- Born: Patrick Gallagher 25 December 1871 Cleendra, County Donegal, Ireland
- Died: 24 June 1966 (aged 94) Dungloe, County Donegal, Ireland
- Organization: Templecrone Agricultural Co-operative Society
- Movement: Co-operative
- Spouse: Sally Gallagher ​ ​(m. 1898; died 1948)​
- Relatives: Pat "the Cope" Gallagher (grandson)

= Paddy "the Cope" Gallagher =

Irish co-operator (1871–1966)

Paddy "The Cope" Gallagher (Pádraig Ó Gallchóir; 25 December 1871 - 24 June 1966) was the founder of The Cope (officially called the Templecrone Agricultural Co-operative Society). A businessman and campaigner for West Donegal, he was born in Cleendra, Templecrone, part of The Rosses in the west of County Donegal, Ireland.
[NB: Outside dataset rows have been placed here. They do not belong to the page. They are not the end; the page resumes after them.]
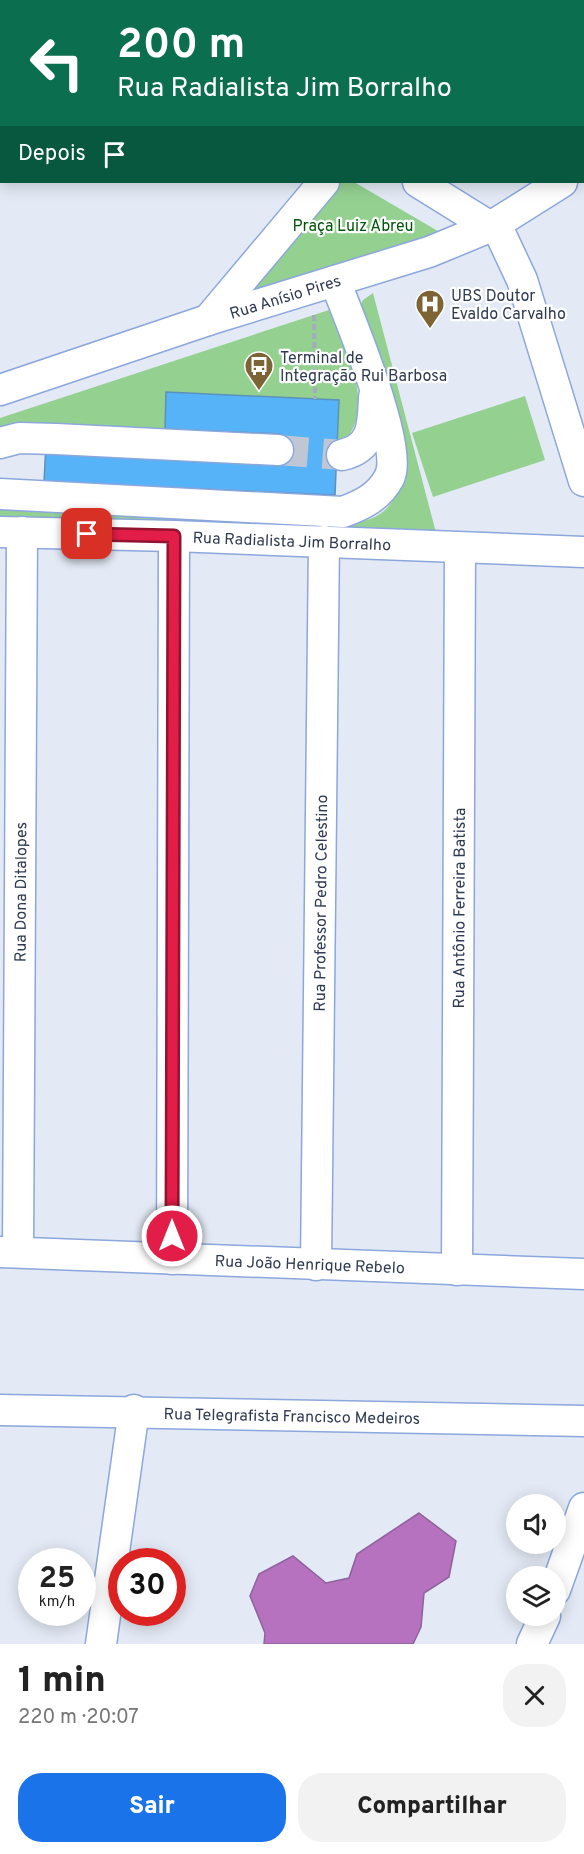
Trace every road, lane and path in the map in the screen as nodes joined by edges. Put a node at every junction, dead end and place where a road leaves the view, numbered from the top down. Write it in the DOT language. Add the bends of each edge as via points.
graph roads {
  1 [pos="323,183"];
  2 [pos="420,183"];
  3 [pos="560,183"];
  4 [pos="492,226"];
  5 [pos="325,284"];
  6 [pos="208,320"];
  7 [pos="0,390"];
  8 [pos="374,390"];
  9 [pos="315,399"];
  10 [pos="0,443"];
  11 [pos="278,450"];
  12 [pos="342,455"];
  13 [pos="584,481"];
  14 [pos="0,494"];
  15 [pos="11,532"];
  16 [pos="174,536"];
  17 [pos="324,541"];
  18 [pos="460,548"];
  19 [pos="584,552"];
  20 [pos="9,1252"];
  21 [pos="172,1259"];
  22 [pos="316,1265"];
  23 [pos="457,1270"];
  24 [pos="584,1274"];
  25 [pos="0,1410"];
  26 [pos="134,1410"];
  27 [pos="584,1421"];
  28 [pos="584,1508"];
  29 [pos="563,1566"];
  30 [pos="540,1626"];
  31 [pos="101,1644"];
  32 [pos="532,1644"];
  1 -- 6 [label="street"];
  2 -- 4 [label="street"];
  3 -- 4 [label="street, Rua Anísio Pires"];
  4 -- 5 [label="street, Rua Anísio Pires" via="429,252"];
  4 -- 13 [label="street" via="500,233 522,280"];
  5 -- 6 [label="street, Rua Anísio Pires"];
  5 -- 8 [label="street" via="367,364"];
  5 -- 9 [label="path"];
  6 -- 7 [label="street, Rua Anísio Pires"];
  8 -- 12 [label="street" via="374,414 367,441 356,452"];
  8 -- 14 [label="street" via="389,433 391,476 378,494 343,512"];
  10 -- 11 [label="street" via="20,438 56,438"];
  15 -- 16 [label="street, Rua Radialista Jim Borralho"];
  15 -- 20 [label="street, Rua Dona Ditalopes"];
  16 -- 17 [label="street, Rua Radialista Jim Borralho"];
  16 -- 21 [label="street"];
  17 -- 18 [label="street, Rua Radialista Jim Borralho"];
  17 -- 22 [label="street, Rua Professor Pedro Celestino"];
  18 -- 19 [label="street, Rua Radialista Jim Borralho"];
  18 -- 23 [label="street, Rua Antônio Ferreira Batista"];
  20 -- 21 [label="street, Rua João Henrique Rebelo"];
  21 -- 22 [label="street, Rua João Henrique Rebelo"];
  22 -- 23 [label="street, Rua João Henrique Rebelo"];
  23 -- 24 [label="street, Rua João Henrique Rebelo"];
  25 -- 26 [label="street, Rua Telegrafista Francisco Medeiros"];
  26 -- 27 [label="street, Rua Telegrafista Francisco Medeiros"];
  26 -- 31 [label="street"];
  28 -- 29 [label="street"];
  30 -- 32 [label="street"];
}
At an early age, he began work as a hired boy working as a farm labourer, first in County Donegal and then as a potato picker (or potato gatherer) in Scotland. It was this hard work, with its long hours and poor pay, he was later to say, that inspired him to found a cooperative movement back home in County Donegal. His co-op was opposed by local vested interests and he had to buy his own boats to do his importing. He also helped to coordinate the local fishing and textile co-operatives, allowing such workers to swap their produce for goods in his local co-operative shops. He wrote an autobiography, published in 1939, called Patrick Gallagher: My Story.

Gallagher was the grandfather of the politician Pat "the Cope" Gallagher. An image of Gallagher was featured on an Irish postage stamp issued in 2006.

== Bibliography ==
- Patrick Gallagher. My story with foreword by E.P. McDermott Dungloe; Templecrone Co-operative Society, [1944?]. 328 p. : ill. ; 21 cm.